Öcalan yasalar katkı sunmak isityor

“Sürecin başından beri ifade ettiği bir şey var; PKK’nin ortaya çıkışı, PKK’nin fesih edilmesi, PKK’nin Sayın Öcalan’ın çağrısı ile ortadan kalktığı zaman süreci ile ilgili Meclis Komisyonuyla konuşmak istiyor. PKK’nin ortaya çıkışının sebeplerini Meclis Komisyonu ile konuşacağını, bununla birlikte gelişen süreç ile birlikte kendisinin baş aktör olarak PKK’yi fesih ettiğini, demokratik siyasetin önünü açtığını bunu yaparken de Türkiye’nin demokratikleşmesine katkı sağlayacağını belirten bir yerden yaklaşıyor. Dolayısıyla Komisyonu hem dinlemek istiyor hem de kendi görüşlerini aktarmak istiyor. Sürece güçlü bir perspektif ile katkı sunma iradesi olduğu belirtiyor. Dolayısıyla Komisyon Sayın Öcalan ile görüşürse ve kendisini dinlerse ortaya çıkacak yasalara da katkı sunacağını düşünüyor. Bu onun en doğal hakkı. Çıkacak yasaların hukuki ve siyasi zemininin nasıl olacağına dair şuana kadar her hangi bir şey yok. Bunu da tartışmak istiyor. Kendini fesheden örgütün üyelerinin, Kandildekilerin demokratik siyasete nasıl katılacaklarına dair, bundan son neler yapacaklarına dair bir düzenlemenin yapılması gerek. Demokratik entegrasyona dair bir düzenlemenin yapılması gerektiğini düşünüyor. Bu konudaki görüşlerini demokratik bir müzakere çerçevesinde hem tartışmak hem de onları dinlemek istediğini son görüşmede belirti. Görüşmeden sonra devlet yetkilileri ile de bunu paylaştık. Komisyonun biran önce İmralı’ya gitmesi gerek. Dinlenme faslı bittikten sonra İmralı’ya Komisyon gitmeli”

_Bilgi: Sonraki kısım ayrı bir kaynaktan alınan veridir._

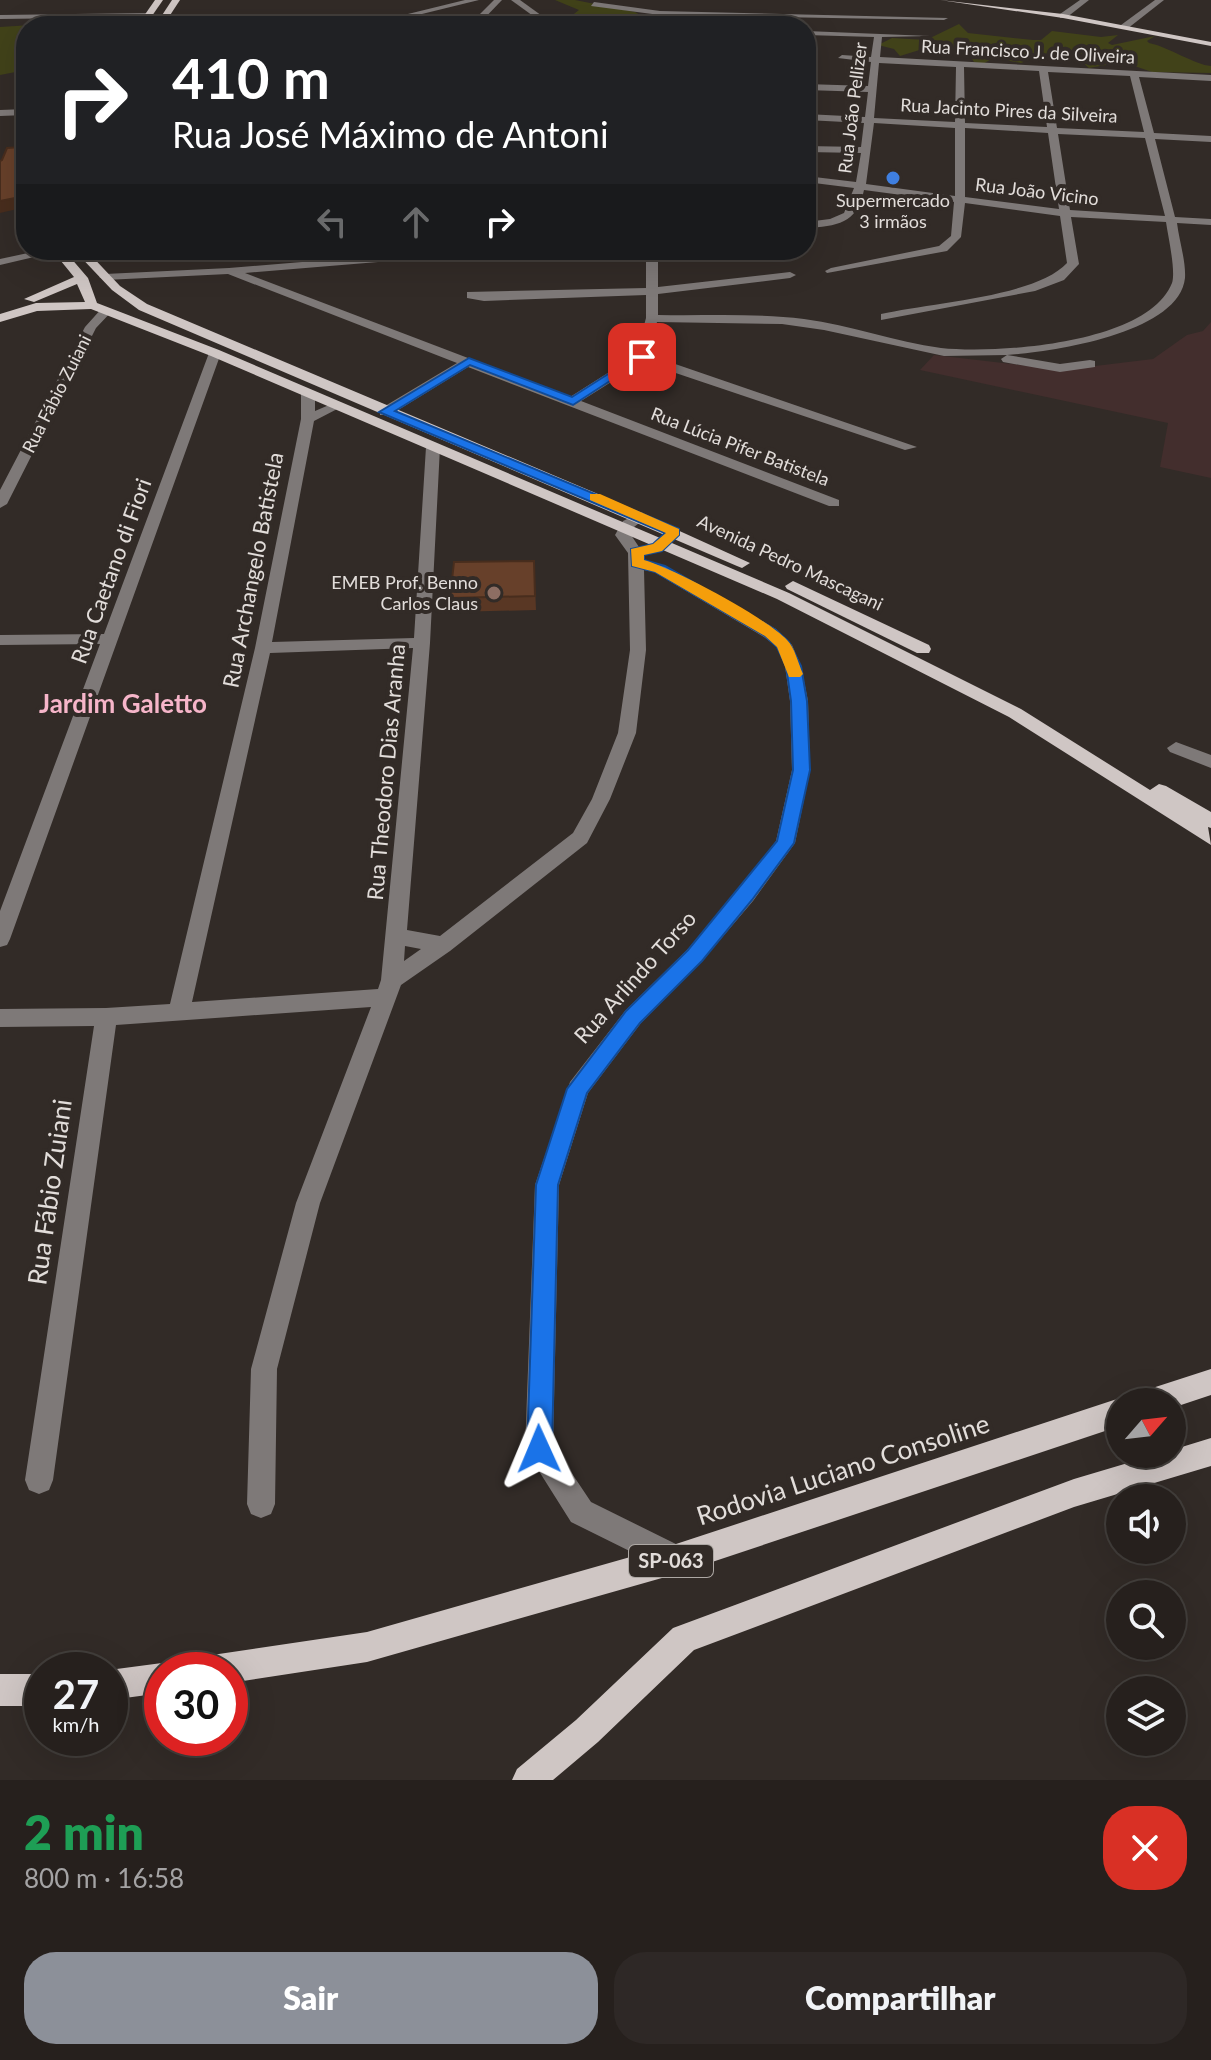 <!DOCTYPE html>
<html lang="pt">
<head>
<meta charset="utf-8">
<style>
	:root { --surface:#26201d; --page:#2e2826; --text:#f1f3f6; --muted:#a4a3a4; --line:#423e3b; --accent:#8c9099 }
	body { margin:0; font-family:Lato,sans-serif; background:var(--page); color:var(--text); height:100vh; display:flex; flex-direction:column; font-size:30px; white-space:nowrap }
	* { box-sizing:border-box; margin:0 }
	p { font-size:26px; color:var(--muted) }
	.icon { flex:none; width:44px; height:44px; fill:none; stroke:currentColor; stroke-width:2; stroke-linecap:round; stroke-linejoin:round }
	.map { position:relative; height:1780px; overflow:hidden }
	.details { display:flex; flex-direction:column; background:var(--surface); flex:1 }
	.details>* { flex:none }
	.top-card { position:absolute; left:16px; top:16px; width:800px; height:244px; border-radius:32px; box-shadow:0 8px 32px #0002,0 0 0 2px var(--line); background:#202124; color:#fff; overflow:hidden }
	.needle { width:52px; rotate:62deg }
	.tools { position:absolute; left:1106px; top:1388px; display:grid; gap:16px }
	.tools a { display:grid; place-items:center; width:80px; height:80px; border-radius:50%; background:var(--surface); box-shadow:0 8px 32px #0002,0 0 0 2px var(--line); font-size:40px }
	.speed { position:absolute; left:24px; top:1652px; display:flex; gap:16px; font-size:40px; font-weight:700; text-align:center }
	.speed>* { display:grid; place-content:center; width:104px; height:104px; border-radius:50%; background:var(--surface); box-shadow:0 8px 32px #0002,0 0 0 2px var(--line); line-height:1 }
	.speed small { font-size:20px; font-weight:400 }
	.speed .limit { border:12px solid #d22; background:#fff; color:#111 }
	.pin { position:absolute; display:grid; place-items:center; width:68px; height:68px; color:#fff; margin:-34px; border-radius:16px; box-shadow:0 4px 12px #0006 }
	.me { position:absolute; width:88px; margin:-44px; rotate:359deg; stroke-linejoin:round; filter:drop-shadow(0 0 6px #0008) }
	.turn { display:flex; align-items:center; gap:28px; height:168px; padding:0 24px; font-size:36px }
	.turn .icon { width:104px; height:104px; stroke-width:2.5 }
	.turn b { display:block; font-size:56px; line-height:68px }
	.lanes { display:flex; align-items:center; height:76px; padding:0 24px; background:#0003; justify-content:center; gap:40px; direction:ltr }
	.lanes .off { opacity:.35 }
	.round { display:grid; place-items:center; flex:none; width:84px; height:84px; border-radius:32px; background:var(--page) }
	.summary { display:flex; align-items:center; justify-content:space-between; height:136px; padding:0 24px }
	h1 { font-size:48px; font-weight:800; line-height:60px; color:#1e9e55 }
	.button { display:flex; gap:16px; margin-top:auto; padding:16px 24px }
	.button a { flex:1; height:92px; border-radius:32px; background:var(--accent); color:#fff; font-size:32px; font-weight:800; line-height:92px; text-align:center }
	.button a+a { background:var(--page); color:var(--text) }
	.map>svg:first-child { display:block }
	.education { fill:#432e2d }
	.green { fill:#414219 }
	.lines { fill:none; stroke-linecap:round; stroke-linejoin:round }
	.minor { fill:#7e7978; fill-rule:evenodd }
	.major { fill:#cfc6c4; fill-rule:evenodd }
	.wall { fill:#593724 }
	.shaded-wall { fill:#482d1d }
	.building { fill:#67402a; stroke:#482d1d; stroke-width:2 }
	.route { fill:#1a73e8; stroke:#114b97; stroke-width:2 }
	.slow { fill:#f59e0b }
	.shop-dot { fill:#3f7fe0; stroke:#322b27; stroke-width:3 }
	.education-dot { fill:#8d6e63; stroke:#322b27; stroke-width:3 }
	.labels { text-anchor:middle; stroke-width:8; stroke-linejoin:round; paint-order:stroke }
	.far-street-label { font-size:18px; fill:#e2ddda; stroke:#322b27 }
	.far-poi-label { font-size:18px; fill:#e2ddda; stroke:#322b27 }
	.shield { fill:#322b27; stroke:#ada8a4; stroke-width:2 }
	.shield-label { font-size:20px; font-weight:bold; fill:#e2ddda }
	.street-label { font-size:22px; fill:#e2ddda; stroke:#322b27 }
	.quarter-label { font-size:26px; font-weight:bold; fill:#f6b5c9; stroke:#322b27 }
	.near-street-label { font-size:26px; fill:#e2ddda; stroke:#322b27 }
</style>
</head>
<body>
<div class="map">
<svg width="1211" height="1780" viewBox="0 0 1211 1780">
	<rect width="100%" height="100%" fill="#322b27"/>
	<polygon class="education" points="1211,322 1211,478 1160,467 1168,423 920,370 934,355 1062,370 1153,359 1187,335 1203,331"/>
	<g class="green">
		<polygon points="555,0 575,0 635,12 650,21 696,15 711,16 698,20 694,26 574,26 574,22 565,21 579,10"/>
		<polygon points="62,23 65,26 26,26 26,70 0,75 0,27"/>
		<path d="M959 24 968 33 1033 40H1041L1052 31 1101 37 1118 35 1108 43 1112 45 1155 36 1147 41 1149 43C1169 47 1195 65 1211 66V73L1152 72 1123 62 1089 68 1081 61 1082 54 1048 53 1021 63 993 58 983 64 974 62 970 56 926 48 900 56 894 49 878 45 892 38 926 40Z"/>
	</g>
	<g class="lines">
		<g class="minor">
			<polygon points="465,0 479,0 373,26 359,26"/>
			<polygon points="494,0 502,0 477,26 468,26"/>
			<polygon points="511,0 520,0 556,26 547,26"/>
			<polygon points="1080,0 1089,0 1066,18 1060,18 1060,14"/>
			<polygon points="1155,0 1164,0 1127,29 1121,29 1121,25"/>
			<polygon points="594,2 660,11 948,18 944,20 660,15 591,6"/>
			<polygon points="149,13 152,17 0,19 0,15"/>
			<path d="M806 31 930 36 882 37 880 57 1211 75V81L1139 77 1154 133 1211 136V142L1155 139 1175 217 1211 219V225L1177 223C1179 240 1186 261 1185 278 1179 334 1050 352 1007 355L1060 364 1090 360 1095 361V367L1060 372 1003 362 1001 359 1007 355 944 356 824 330 782 324 657 322 649 355 917 447 905 450 643 362 581 401 839 500V506H829L468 367 390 415H380V409L457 363 228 274 105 280 99 277 105 274 229 268 446 250H493L487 253 245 273 570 397 636 355 646 318V295L484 301 467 298V292L646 288V250H658V287L790 272 796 275 790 278 658 294V315C707 316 756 313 804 319 851 325 895 342 941 348 997 354 1148 344 1172 283 1176 271 1168 236 1166 222L1071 217 1079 264 1064 280 1035 291 881 320V314C928 303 1036 297 1067 263L1060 216 965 203 961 237 947 251 827 273 825 271 831 268 939 246 951 236 954 202 864 190C857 224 837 226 806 228V222L830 219 844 213 854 188 806 182V176L856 182 861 153 806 152V146L861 147 864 123 806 120V114L865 117 868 92 806 90V84L868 86 871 62 838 58 842 55 871 57 874 37 806 35ZM879 63 956 67 955 122 874 118ZM964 67 1039 71 1047 127 965 123ZM1048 72 1130 76 1144 132 1057 128ZM874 123 955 128V196L866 184ZM965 128 1048 133 1059 209 965 197ZM1058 134 1145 138 1165 216 1070 210Z"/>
			<polygon points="26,109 26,115 0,116 0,110"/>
			<polygon points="42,250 64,250 0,265 0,259"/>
			<polygon points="103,307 113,310 96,328 7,504 0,508 0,490 85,327"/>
			<polygon points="215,349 221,353 10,939 7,945 0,947 0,911 100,644 0,645 0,635 104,634 209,353"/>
			<path d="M308 390 315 394V411L336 402 343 406 314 421 272 642 414 638 426 447 433 443 440 447 430 643 407 930 440 936 573 833 592 799 618 733 630 650 628 553 615 535 623 521 641 512 648 516 634 527 631 535 639 547 652 544 670 529H680V535L662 551 644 555V560L666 566 776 629 792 645 801 666 808 701 810 770 795 843 753 901 702 961 641 1023 588 1093 559 1185 553 1445 591 1502 686 1549 691 1559 686 1569 676 1574 571 1522 525 1449 535 1185 570 1082 625 1011 688 949 739 891 776 841 792 770 790 701 785 666 777 647 764 637 654 572 644 570 646 650 636 733 610 799 587 843 450 951 401 985 320 1203 277 1369 275 1504 271 1514 261 1518 251 1514 247 1504 251 1369 296 1203 371 1007 116 1025 53 1480 49 1490 39 1494 29 1490 25 1480 94 1026 0 1027V1009L106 1008 170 1004 255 648 301 419V394ZM413 648 381 980 378 989 192 1002 270 653ZM405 946 421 949 404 961Z"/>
			<polygon points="1176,742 1211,755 1211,768 1170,752 1167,748"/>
		</g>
		<g class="major">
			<polygon points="155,0 163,0 145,26 137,26"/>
			<polygon points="172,0 180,0 163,26 155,26"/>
			<polygon points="940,0 1063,14 1211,42 1211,46 1063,18"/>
			<polygon points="52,250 64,250 88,278 97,303 219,350 789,593 1021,709 1150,790 1159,784 1166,786 1211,812 1211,828 1208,827 1211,845 1009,717 777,599 211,356 91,309 37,311 0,322 0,314 36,303 85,302 77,284 34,302 24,299 74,277"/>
			<polygon points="74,250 86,250 120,286 147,304 598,494 750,563 742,568 737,566 139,310 112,290"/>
			<polygon points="793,581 929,645 931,649 929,653 917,653 787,589 785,586"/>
			<polygon points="1211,1369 1211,1395 1172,1408 1172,1402 1136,1402 1140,1392"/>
			<polygon points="1120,1398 1129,1402 1120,1402 1120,1426 676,1574 367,1662 230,1683 230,1670 197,1670 201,1659 212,1655 367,1632 676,1544"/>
			<polygon points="1211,1438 1211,1466 1074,1507 694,1650 598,1742 553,1780 512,1780 517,1769 576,1720 673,1628 1074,1479 1158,1454 1172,1454 1172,1450"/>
			<polygon points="162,1663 174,1670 162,1670 162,1693 110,1700 109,1670"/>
			<rect x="0" y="1674" width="42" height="32"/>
		</g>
	</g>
	<polygon class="wall" points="534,561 536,610 452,612 450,598"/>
	<polygon class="shaded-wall" points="26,193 26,207 0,213 0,201"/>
	<g class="building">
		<polygon points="26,138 25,196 0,201 0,161 2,160 7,148 21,147"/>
		<polygon points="534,561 535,596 450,598 454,562"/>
	</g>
	<polygon class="route" points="638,355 647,357 573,405 470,365 395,411 679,529 679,535 662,551 644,555 644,560 665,566 776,630 789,642 801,666 807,701 810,770 794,843 752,900 702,961 640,1023 587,1093 558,1185 552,1449 548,1458 539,1461 530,1458 527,1449 536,1185 567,1089 626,1011 688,950 777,841 793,770 791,701 786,666 777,647 765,636 655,572 632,566 631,549 653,544 665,533 379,412 469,358 572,397"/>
	<path class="slow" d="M590 494H600L679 529V535L662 551 644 555V560C675 569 765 617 787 640 795 648 798 663 803 674L800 677H789L777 647 765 636 655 572 632 566 631 549 653 544 666 533 590 500Z"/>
	<circle class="shop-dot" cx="893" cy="178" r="8"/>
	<circle class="education-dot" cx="494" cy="593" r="8"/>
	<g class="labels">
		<g class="far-street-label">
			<text transform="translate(1028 52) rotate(3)" y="6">Rua Francisco J. de Oliveira</text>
			<text transform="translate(853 108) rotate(-83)" y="6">Rua João Pellizer</text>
			<text transform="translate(1009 111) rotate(3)" y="6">Rua Jacinto Pires da Silveira</text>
			<text transform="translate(1037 192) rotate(7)" y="6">Rua João Vicino</text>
			<text transform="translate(57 394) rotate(-63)" y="6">Rua Fábio Zuiani</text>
			<text transform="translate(740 447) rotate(21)" y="6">Rua Lúcia Pifer Batistela</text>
			<text transform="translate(790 563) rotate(25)" y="6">Avenida Pedro Mascagani</text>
		</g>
		<g class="far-poi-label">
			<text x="893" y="207">Supermercado<tspan x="893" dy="21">3 irmãos</tspan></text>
			<text x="478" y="589" text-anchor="end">EMEB Prof. Benno<tspan x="478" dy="21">Carlos Claus</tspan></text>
		</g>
		<rect class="shield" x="629" y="1545" width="84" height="32" rx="6"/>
		<g class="shield-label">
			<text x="671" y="1568">SP-063</text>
		</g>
		<g class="street-label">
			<text transform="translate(253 570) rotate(-79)" y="8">Rua Archangelo Batistela</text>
			<text transform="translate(111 571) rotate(-70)" y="8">Rua Caetano di Fiori</text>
			<text transform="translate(386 772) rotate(-85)" y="8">Rua Theodoro Dias Aranha</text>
			<text transform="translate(635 977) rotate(-48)" y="8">Rua Arlindo Torso</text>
		</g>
		<g class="quarter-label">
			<text x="123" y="713">Jardim Galetto</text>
		</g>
		<g class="near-street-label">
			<text transform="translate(50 1192) rotate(-82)" y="9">Rua Fábio Zuiani</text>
			<text transform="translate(843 1470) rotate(-18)" y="9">Rodovia Luciano Consoline</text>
		</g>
	</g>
</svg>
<div class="tools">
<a><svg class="needle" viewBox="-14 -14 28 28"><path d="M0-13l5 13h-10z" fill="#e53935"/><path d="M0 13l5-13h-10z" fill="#a4a3a4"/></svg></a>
<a><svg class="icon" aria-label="sound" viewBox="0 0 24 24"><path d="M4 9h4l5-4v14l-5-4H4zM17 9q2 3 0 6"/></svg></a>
<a><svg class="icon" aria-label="search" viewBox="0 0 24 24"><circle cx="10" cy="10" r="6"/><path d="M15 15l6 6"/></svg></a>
<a><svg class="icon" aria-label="layers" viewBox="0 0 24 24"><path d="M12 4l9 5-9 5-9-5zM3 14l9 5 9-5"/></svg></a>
</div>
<div class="speed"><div>27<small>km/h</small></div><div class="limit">30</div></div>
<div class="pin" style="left:642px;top:357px;background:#d93025"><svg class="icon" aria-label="arrive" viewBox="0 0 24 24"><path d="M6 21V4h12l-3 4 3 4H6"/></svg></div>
<svg class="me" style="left:539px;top:1449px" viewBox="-20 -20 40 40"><path d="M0-17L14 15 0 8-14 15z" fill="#1a73e8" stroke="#fff" stroke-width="4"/></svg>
<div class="top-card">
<div class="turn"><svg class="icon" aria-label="right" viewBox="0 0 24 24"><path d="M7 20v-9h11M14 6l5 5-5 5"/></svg><div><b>410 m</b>Rua José Máximo de Antoni</div></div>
<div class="lanes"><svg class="icon off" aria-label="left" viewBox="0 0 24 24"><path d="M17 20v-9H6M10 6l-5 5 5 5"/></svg><svg class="icon off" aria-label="ahead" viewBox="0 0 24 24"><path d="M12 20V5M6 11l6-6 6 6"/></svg><svg class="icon" aria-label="right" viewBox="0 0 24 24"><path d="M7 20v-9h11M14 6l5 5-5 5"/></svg></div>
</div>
</div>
<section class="details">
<div class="summary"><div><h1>2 min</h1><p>800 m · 16:58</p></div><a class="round" style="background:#d93025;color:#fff"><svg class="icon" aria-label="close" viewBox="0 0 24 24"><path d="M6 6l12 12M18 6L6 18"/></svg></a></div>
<div class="button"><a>Sair</a><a>Compartilhar</a></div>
</section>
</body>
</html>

Öcalan medyanın dilinlene rahatsız

“İYİ Parti, Zafer Partisi, buna bağlı olarak küçükte olsa bazı kesimlerin sürece karşı olduğunu hepimiz yakından takip ediyoruz. Belki bunların hassasiyetleri biraz göz önünde bulundurularak bazı gecikmeler yaşanıyor. Dolayısıyla bu kesimleri de ikna etmenin yada sürece dahil etmenin yol ve yöntemlerini iktidarın arayıp bulması gerekiyor. Bu süreç tüm Türkiye’yi ilgilendiren bir süre. Sadece bir kesimi ilgilendirmiyor. Türkiye’nin tamamını ilgilendiren bir süreç olduğu için iktidarın görevi bu kesimleri ikna etmesi ve sürecin içine katması gerek. Ancak bu yönlü bir çaba görmüyoruz. Bizim yaptığımız, söylemlerimiz ile birçok kesimi sürecin içine kattık ancak hala katılmayan karşı olan kesimler var. Sayın Öcalan son görüşmede medyanın dilinden rahatsız olduğu üzerinde de durdu. Medyanın diline dönük ciddi eleştirileri var. Hala birçok kanalın ve yorumcunun geçmişteki düşmanca dili sürdürdüğünü özellikle belirti. Bu kesimlerin derdinin barış ve kardeşlik olmadığını, hamaset ve düşmanlık olduğunu açık bir şekilde ifade etti. Medyada bazı kanalların sürecin aleyhine ifadeler kurması bizim çözeceğimiz bir sorun değil. Buda iktidarın meselesi. Bugün medya da yargıda AKP’nin elindedir. Bütün bunları iyileştirmek iktidarın görevi ancak burada da bir ilerleme kaydedilmediğini ifade etmek isterim”

Demirtaş'ın tahliyesini Öcalan mı istedi?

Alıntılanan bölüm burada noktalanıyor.